Input material:
- Opening Delimiter -

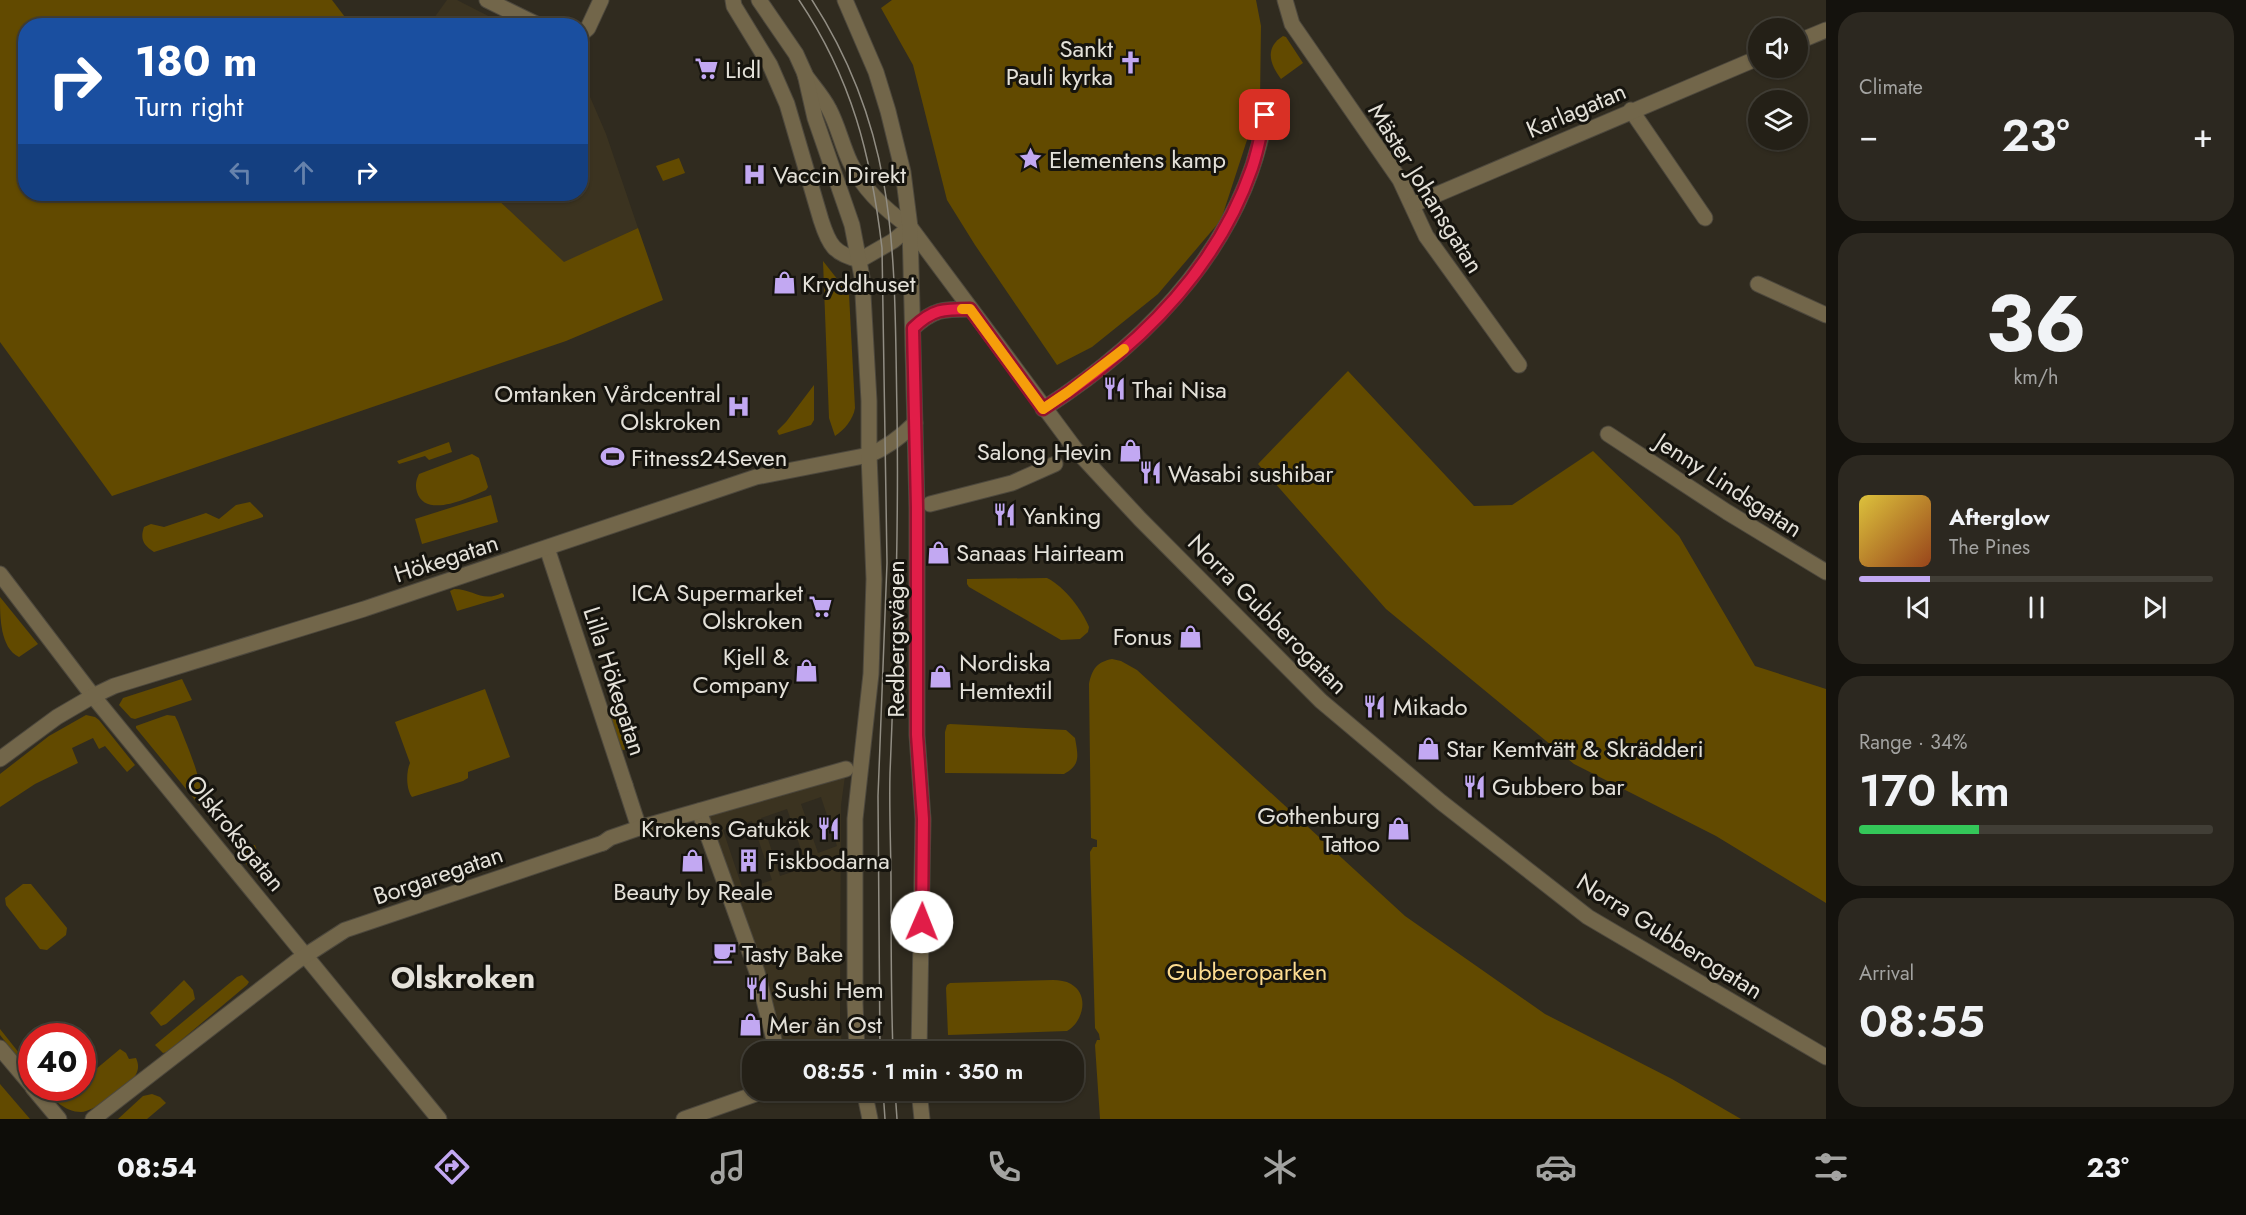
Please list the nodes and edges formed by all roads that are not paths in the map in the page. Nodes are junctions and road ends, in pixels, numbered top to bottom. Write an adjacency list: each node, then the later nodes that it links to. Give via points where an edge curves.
1 (487, 0): 7 (street)
2 (601, 0): 8 (street)
3 (733, 0): 18 (street, via 787,104 826,237 839,254)
4 (759, 0): 12 (street, Redbergsvägen)
5 (844, 0): 17 (street, Redbergsvägen, via 872,62 888,111 903,172)
6 (1285, 0): 15 (street, Mäster Johansgatan, via 1292,24 1400,180)
7 (524, 18)
8 (588, 28)
9 (1826, 30): 10 (street)
10 (1808, 37)
11 (1748, 62): 14 (street, Karlagatan)
12 (805, 74): 17 (street, Norra Gubberogatan, via 829,109 857,173 890,214); 18 (street, Redbergsvägen)
13 (1267, 104): 24 (street, via 1242,193 1196,272 1175,300 1127,347)
14 (1631, 110): 15 (street, Karlagatan); 16 (street)
15 (1412, 205): 23 (street, Mäster Johansgatan, via 1426,236)
16 (1705, 218)
17 (910, 227): 18 (street, via 893,242); 20 (street, Norra Gubberogatan); 22 (street, Redbergsvägen)
18 (860, 260): 27 (street, Redbergsvägen, via 866,320)
19 (1758, 284): 21 (street)
20 (970, 309): 22 (street, via 933,312); 24 (street, Norra Gubberogatan)
21 (1826, 315)
22 (913, 328): 25 (street, Redbergsvägen)
23 (1519, 365)
24 (1043, 409): 43 (street, Norra Gubberogatan, via 1140,519 1321,701 1441,802 1588,917)
25 (915, 423): 27 (street, Hökegatan, via 886,448); 41 (street, Redbergsvägen, via 917,735 923,819)
26 (1608, 434): 31 (street, Jenny Lindsgatan)
27 (869, 455): 30 (street, Hökegatan, via 756,477); 40 (street, Redbergsvägen, via 874,602 871,674 855,819)
28 (1055, 464): 29 (street, via 1012,483)
29 (930, 504)
30 (547, 548): 33 (street, Hökegatan); 37 (street, Lilla Hökegatan)
31 (1826, 572)
32 (0, 574): 33 (street, Olskroksgatan)
33 (93, 696): 34 (street, Hökegatan); 38 (street, Olskroksgatan)
34 (0, 759)
35 (846, 769): 36 (street, Borgaregatan)
36 (699, 811): 37 (street, Borgaregatan); 39 (street, via 757,972)
37 (639, 828): 38 (street, Borgaregatan, via 345,930)
38 (305, 956): 50 (street, Borgaregatan); 51 (street, Olskroksgatan)
39 (774, 1041)
40 (857, 1041)
41 (919, 1041)
42 (0, 1048): 44 (street)
43 (1826, 1057)
44 (18, 1070)
45 (742, 1099): 52 (street)
46 (44, 1101): 49 (street)
47 (866, 1101): 53 (street)
48 (920, 1101): 54 (street)
49 (59, 1119)
50 (93, 1119)
51 (439, 1119)
52 (684, 1119)
53 (870, 1119)
54 (922, 1119)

- Closing Delimiter -

Exercise:
In the entries above, how many lines contain the word "Gubberogatan"? Provide the number alone.

Response area:
4